However, a recent study published on June 25 in the Journal of Clinical Oncology says that lung cancer deaths are "steady or rising" among middle-aged women who live in the South or Midwest.
What could be the cause of such a dramatic, unexpected spike?
"In the 60s and 70s, there was a sharp increase in the number of girls, not boys, who started to smoke," said Ahmedin Jemal in an interview with USNews.com's HealthDay. Jemal is vice president of surveillance research for the American Cancer Society and the lead author of this study. "These women are now in their 50s, and already we're seeing a sharp rise in deaths from lung cancer in this group."
A generation of women reached late adolescence and their early 20s at a time when women's empowerment was on the rise, according to HealthDay.

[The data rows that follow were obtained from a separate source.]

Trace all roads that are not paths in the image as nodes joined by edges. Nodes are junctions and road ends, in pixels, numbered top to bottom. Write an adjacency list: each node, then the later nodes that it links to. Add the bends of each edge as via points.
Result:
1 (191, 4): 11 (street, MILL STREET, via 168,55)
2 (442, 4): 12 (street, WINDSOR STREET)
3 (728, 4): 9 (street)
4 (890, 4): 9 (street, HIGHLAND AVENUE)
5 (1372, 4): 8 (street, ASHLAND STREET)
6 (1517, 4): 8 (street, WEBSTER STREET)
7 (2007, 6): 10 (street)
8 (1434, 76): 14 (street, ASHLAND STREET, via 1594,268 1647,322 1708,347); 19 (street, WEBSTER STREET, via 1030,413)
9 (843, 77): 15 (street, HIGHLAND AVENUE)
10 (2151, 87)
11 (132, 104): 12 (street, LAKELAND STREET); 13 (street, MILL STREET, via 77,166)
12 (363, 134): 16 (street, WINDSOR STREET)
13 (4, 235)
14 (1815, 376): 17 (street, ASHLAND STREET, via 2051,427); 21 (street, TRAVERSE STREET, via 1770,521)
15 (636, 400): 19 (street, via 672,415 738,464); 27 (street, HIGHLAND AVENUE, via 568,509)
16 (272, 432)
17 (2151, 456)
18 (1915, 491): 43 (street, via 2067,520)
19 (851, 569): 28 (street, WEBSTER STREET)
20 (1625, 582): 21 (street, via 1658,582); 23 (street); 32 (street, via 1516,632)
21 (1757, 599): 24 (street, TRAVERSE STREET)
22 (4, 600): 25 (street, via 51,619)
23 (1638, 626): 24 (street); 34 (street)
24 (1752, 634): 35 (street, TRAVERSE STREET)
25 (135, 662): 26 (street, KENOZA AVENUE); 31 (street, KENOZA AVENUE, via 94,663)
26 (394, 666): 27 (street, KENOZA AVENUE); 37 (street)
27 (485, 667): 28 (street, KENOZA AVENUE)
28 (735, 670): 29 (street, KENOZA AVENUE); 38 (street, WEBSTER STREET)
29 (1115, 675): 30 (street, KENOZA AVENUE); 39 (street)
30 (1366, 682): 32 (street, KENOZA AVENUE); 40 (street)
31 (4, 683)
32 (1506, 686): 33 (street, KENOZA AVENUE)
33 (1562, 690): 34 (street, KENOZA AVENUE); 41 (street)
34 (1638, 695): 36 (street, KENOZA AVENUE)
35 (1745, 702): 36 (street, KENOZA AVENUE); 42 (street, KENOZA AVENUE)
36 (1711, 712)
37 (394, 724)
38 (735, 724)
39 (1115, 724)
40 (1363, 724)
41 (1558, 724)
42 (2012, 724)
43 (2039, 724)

A 1968 cigarette campaign tied to that cultural shift, "You've come a long way, baby," marketed Virginia Slims to teenage girls and young women.
According to Reuters, the study is based on data for more than one million U.S. white women aged 35 to 84, who died of lung cancer between 1973 and 2007. The researchers compared 23 states, including 10 in the south and six in the Midwest, and California and New York.

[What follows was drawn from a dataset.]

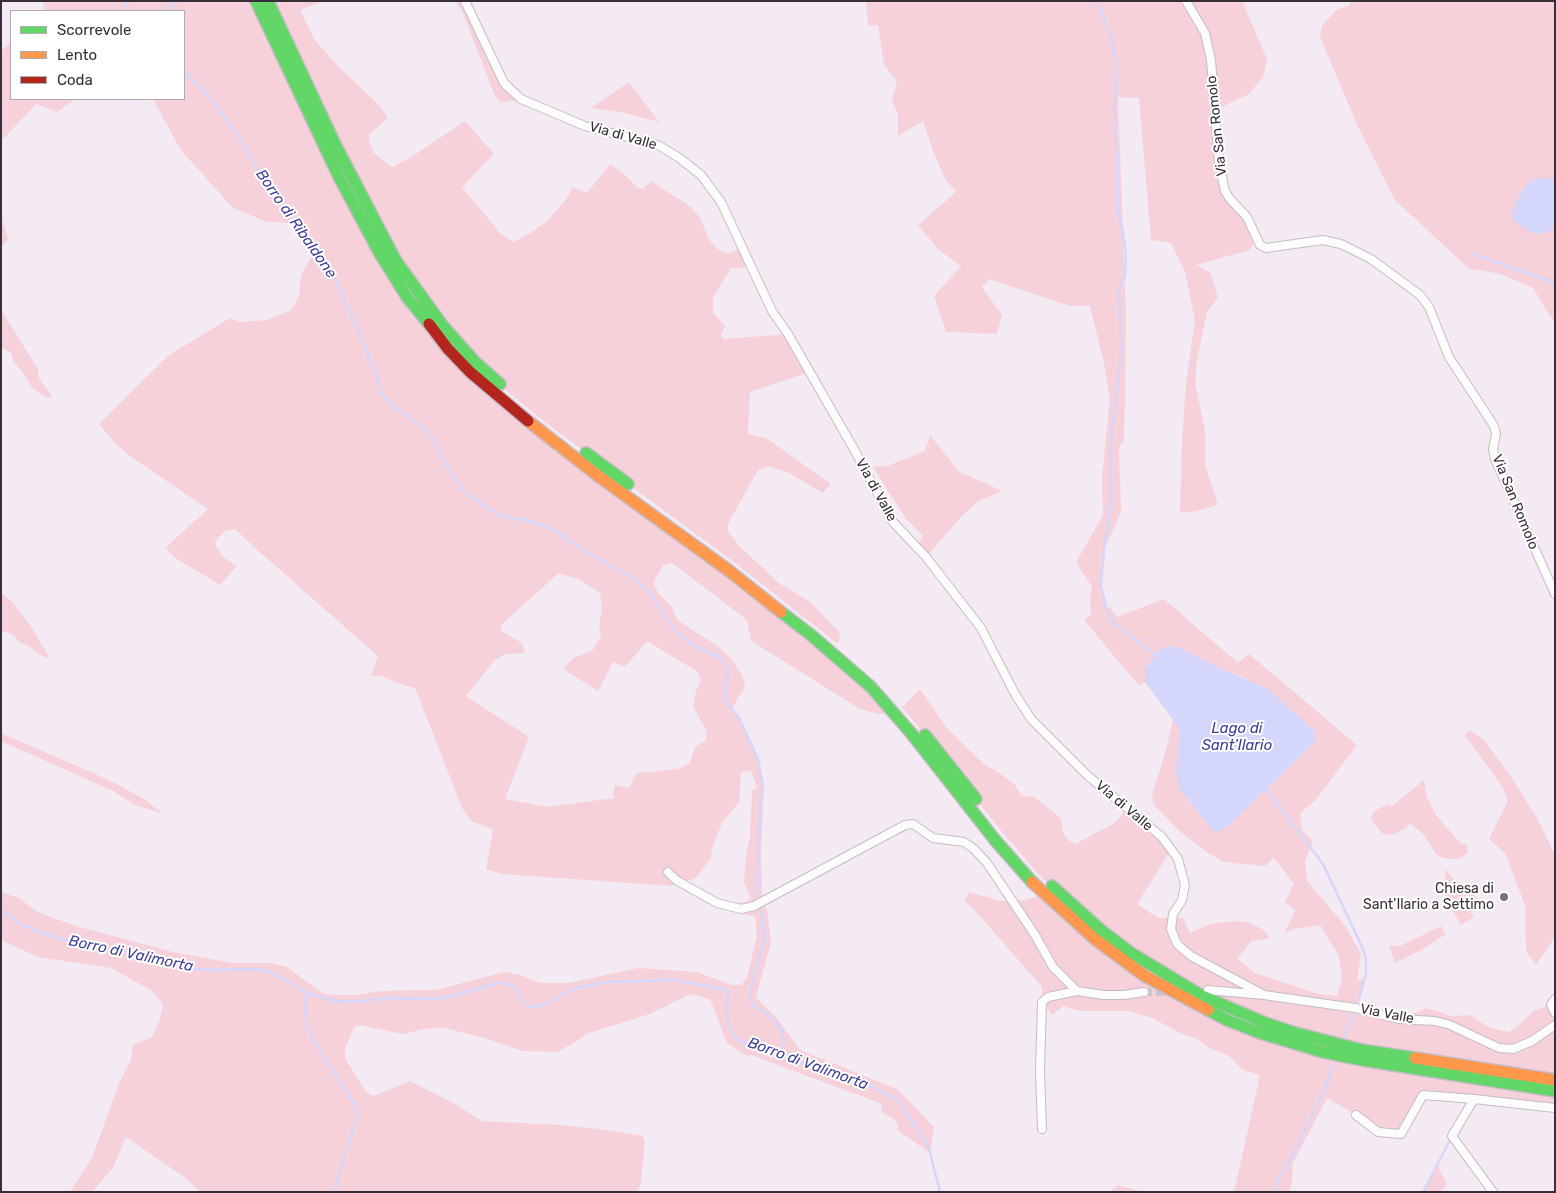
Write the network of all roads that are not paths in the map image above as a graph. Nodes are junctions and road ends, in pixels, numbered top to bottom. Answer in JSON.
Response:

When it came to baby boomers, post-World War II babies of the late 1940s and 1950s, the numbers of young women dying of lung cancer rose again but only in some states.

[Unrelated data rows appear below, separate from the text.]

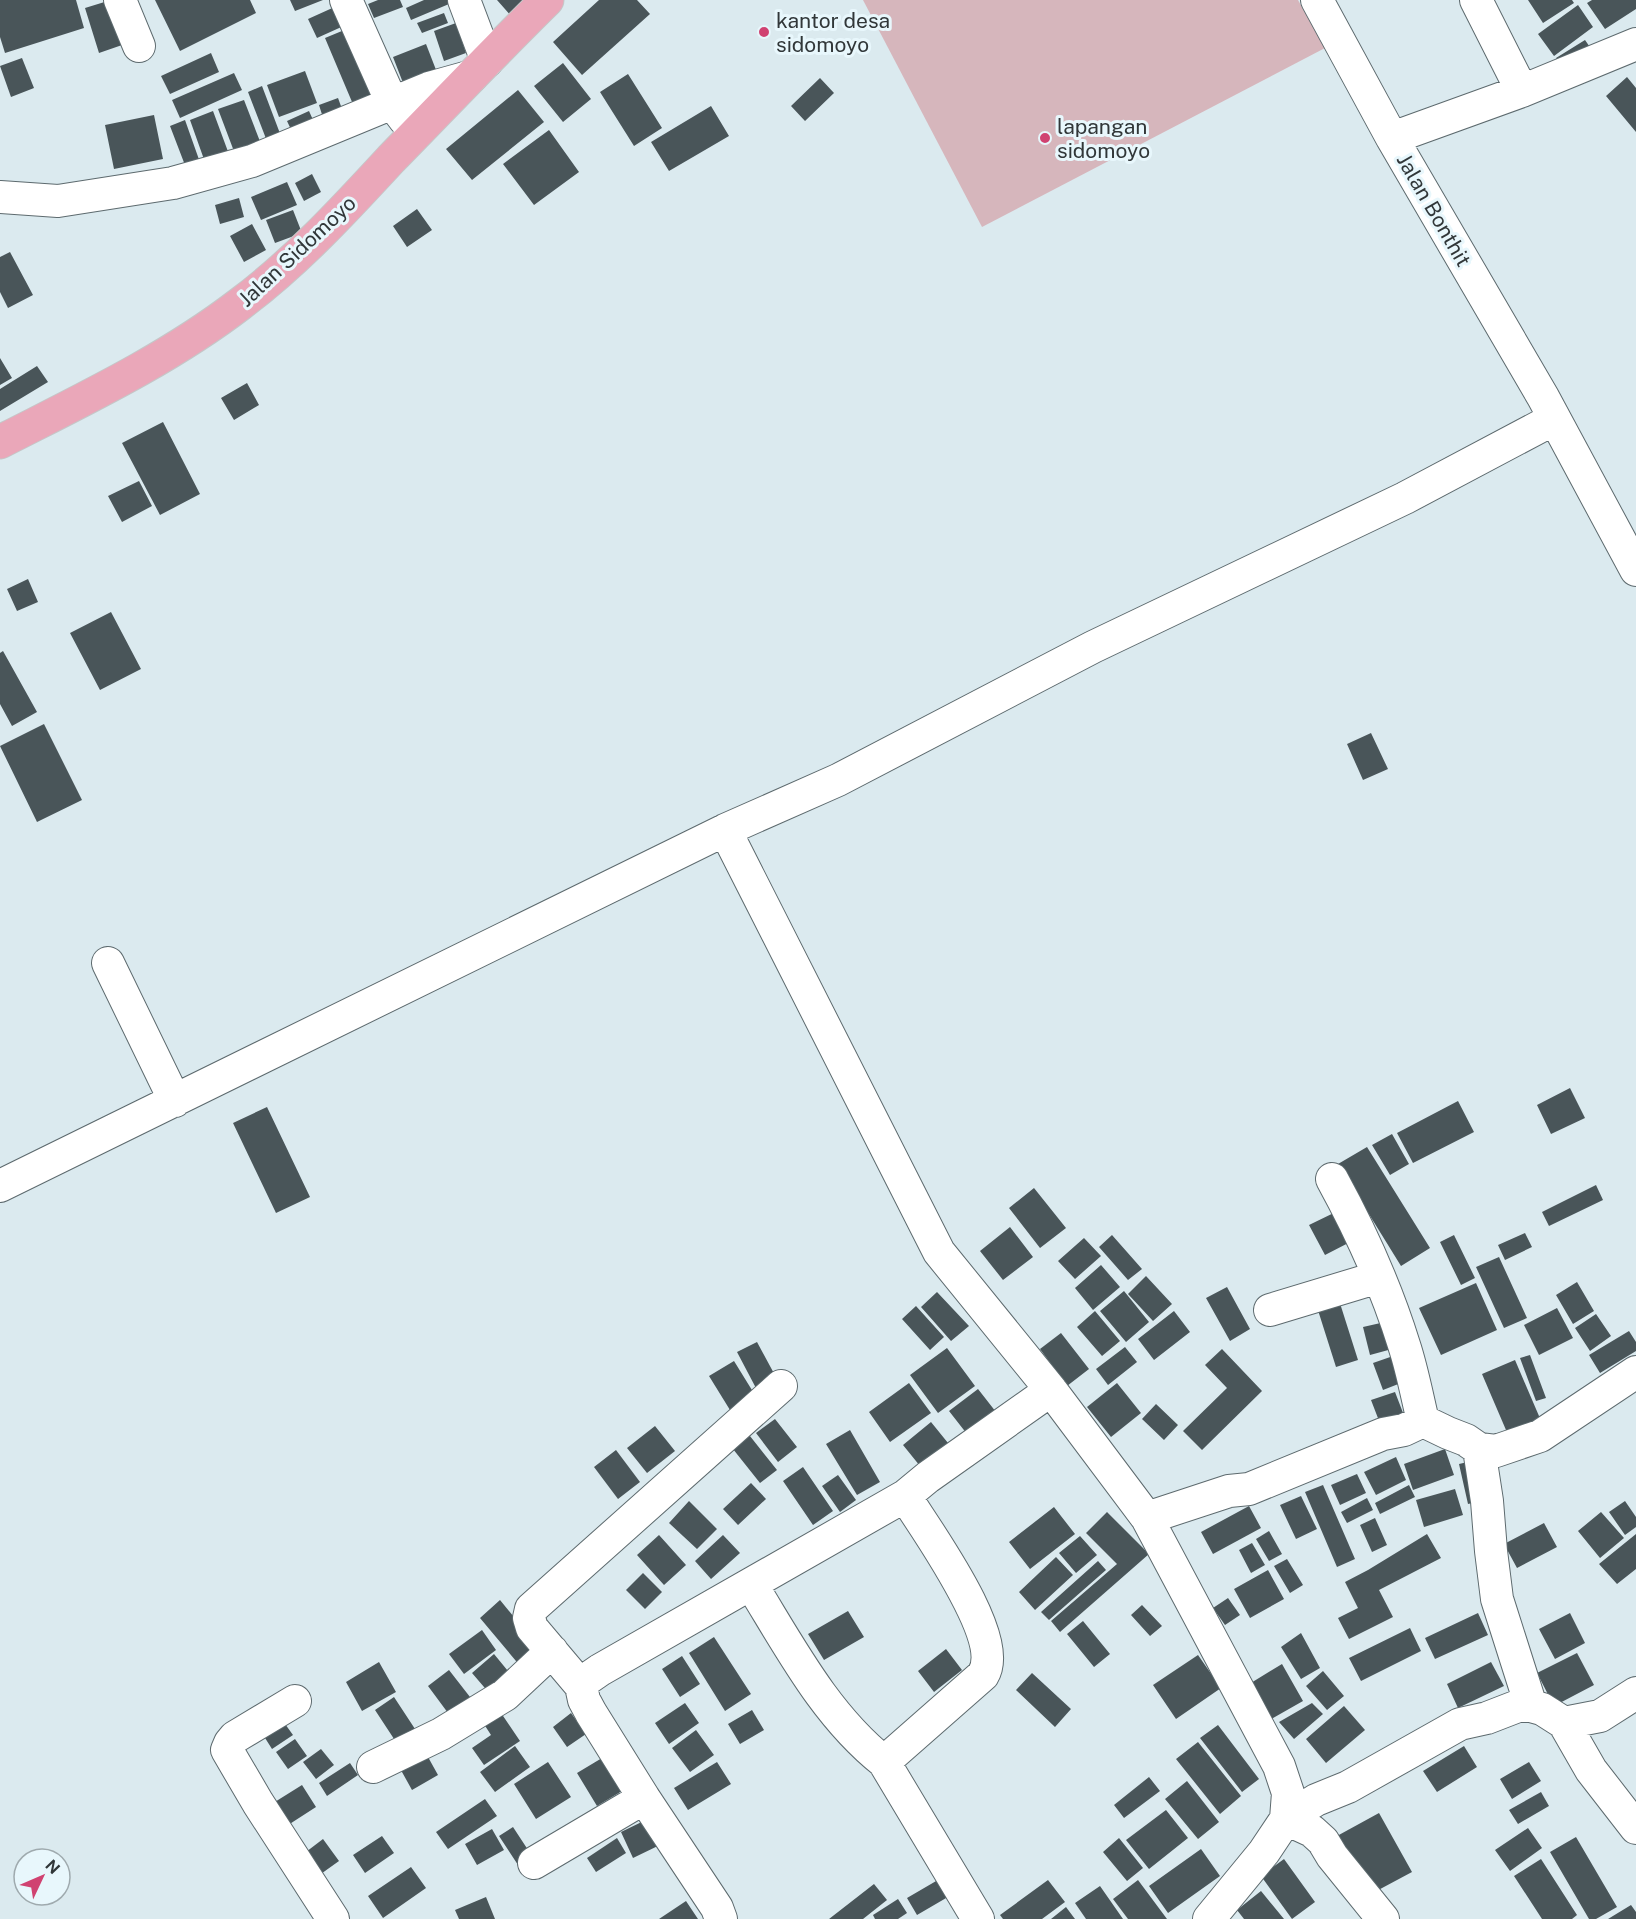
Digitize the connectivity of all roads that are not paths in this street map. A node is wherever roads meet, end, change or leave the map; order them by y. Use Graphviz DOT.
graph roads {
  1 [pos="120,0"];
  2 [pos="346,0"];
  3 [pos="464,0"];
  4 [pos="547,0"];
  5 [pos="1317,0"];
  6 [pos="1476,0"];
  7 [pos="1636,44"];
  8 [pos="139,46"];
  9 [pos="479,68"];
  10 [pos="1522,91"];
  11 [pos="392,104"];
  12 [pos="1392,138"];
  13 [pos="411,139"];
  14 [pos="0,197"];
  15 [pos="1554,419"];
  16 [pos="0,442"];
  17 [pos="1636,570"];
  18 [pos="725,830"];
  19 [pos="108,963"];
  20 [pos="175,1101"];
  21 [pos="1332,1179"];
  22 [pos="0,1186"];
  23 [pos="1379,1277"];
  24 [pos="1270,1310"];
  25 [pos="1636,1372"];
  26 [pos="781,1386"];
  27 [pos="1051,1390"];
  28 [pos="1423,1421"];
  29 [pos="1479,1449"];
  30 [pos="905,1496"];
  31 [pos="1147,1518"];
  32 [pos="751,1584"];
  33 [pos="552,1651"];
  34 [pos="581,1686"];
  35 [pos="1636,1693"];
  36 [pos="295,1701"];
  37 [pos="1531,1706"];
  38 [pos="1564,1724"];
  39 [pos="884,1762"];
  40 [pos="373,1767"];
  41 [pos="644,1798"];
  42 [pos="1286,1819"];
  43 [pos="1636,1828"];
  44 [pos="534,1863"];
  45 [pos="1213,1917"];
  46 [pos="333,1919"];
  47 [pos="722,1919"];
  48 [pos="978,1919"];
  49 [pos="1383,1919"];
  1 -- 8 [label="street"];
  2 -- 11 [label="street"];
  3 -- 9 [label="street"];
  4 -- 9 [label="main road, Jalan Sidomoyo"];
  5 -- 12 [label="street, Jalan Bonthit"];
  6 -- 10 [label="street"];
  7 -- 10 [label="street"];
  9 -- 11 [label="street"];
  9 -- 13 [label="main road, Jalan Sidomoyo"];
  10 -- 12 [label="street"];
  11 -- 13 [label="street"];
  11 -- 14 [label="street"];
  12 -- 15 [label="street, Jalan Bonthit"];
  13 -- 16 [label="main road, Jalan Sidomoyo"];
  15 -- 17 [label="street, Jalan Bonthit"];
  15 -- 18 [label="street"];
  18 -- 20 [label="street"];
  18 -- 27 [label="street"];
  19 -- 20 [label="street"];
  20 -- 22 [label="street"];
  21 -- 23 [label="street"];
  23 -- 24 [label="street"];
  23 -- 28 [label="street"];
  25 -- 29 [label="street"];
  26 -- 33 [label="street"];
  27 -- 30 [label="street"];
  27 -- 31 [label="street"];
  28 -- 29 [label="street"];
  28 -- 31 [label="street"];
  29 -- 37 [label="street"];
  30 -- 32 [label="street"];
  30 -- 39 [label="street"];
  31 -- 42 [label="street"];
  32 -- 34 [label="street"];
  32 -- 39 [label="street"];
  33 -- 34 [label="street"];
  33 -- 40 [label="street"];
  34 -- 41 [label="street"];
  35 -- 38 [label="street"];
  36 -- 46 [label="street"];
  37 -- 38 [label="street"];
  37 -- 42 [label="street"];
  38 -- 43 [label="street"];
  39 -- 48 [label="street"];
  41 -- 44 [label="street"];
  41 -- 47 [label="street"];
  42 -- 45 [label="street"];
  42 -- 49 [label="street"];
}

Jemal added that weak anti-smoking political action could be the reason more women are dying in the southern and midwestern states, noting that California was a leader in aggressive tobacco control policies - though he added that tying the decreasing lung cancer death rate to that was still only speculation at this point.
So while great progress has been made in the field of lung cancer, this study shows that much more work needs to be done, both culturally and politically.
• Lung Cancer Deaths Rise Among 'Boomer' Women in South (USNews.com HealthDay, June 26, 2012)
• Study: Women's lung cancer deaths up in parts of U.S. (Reuters, via Chicago Tribune, June 27, 2012)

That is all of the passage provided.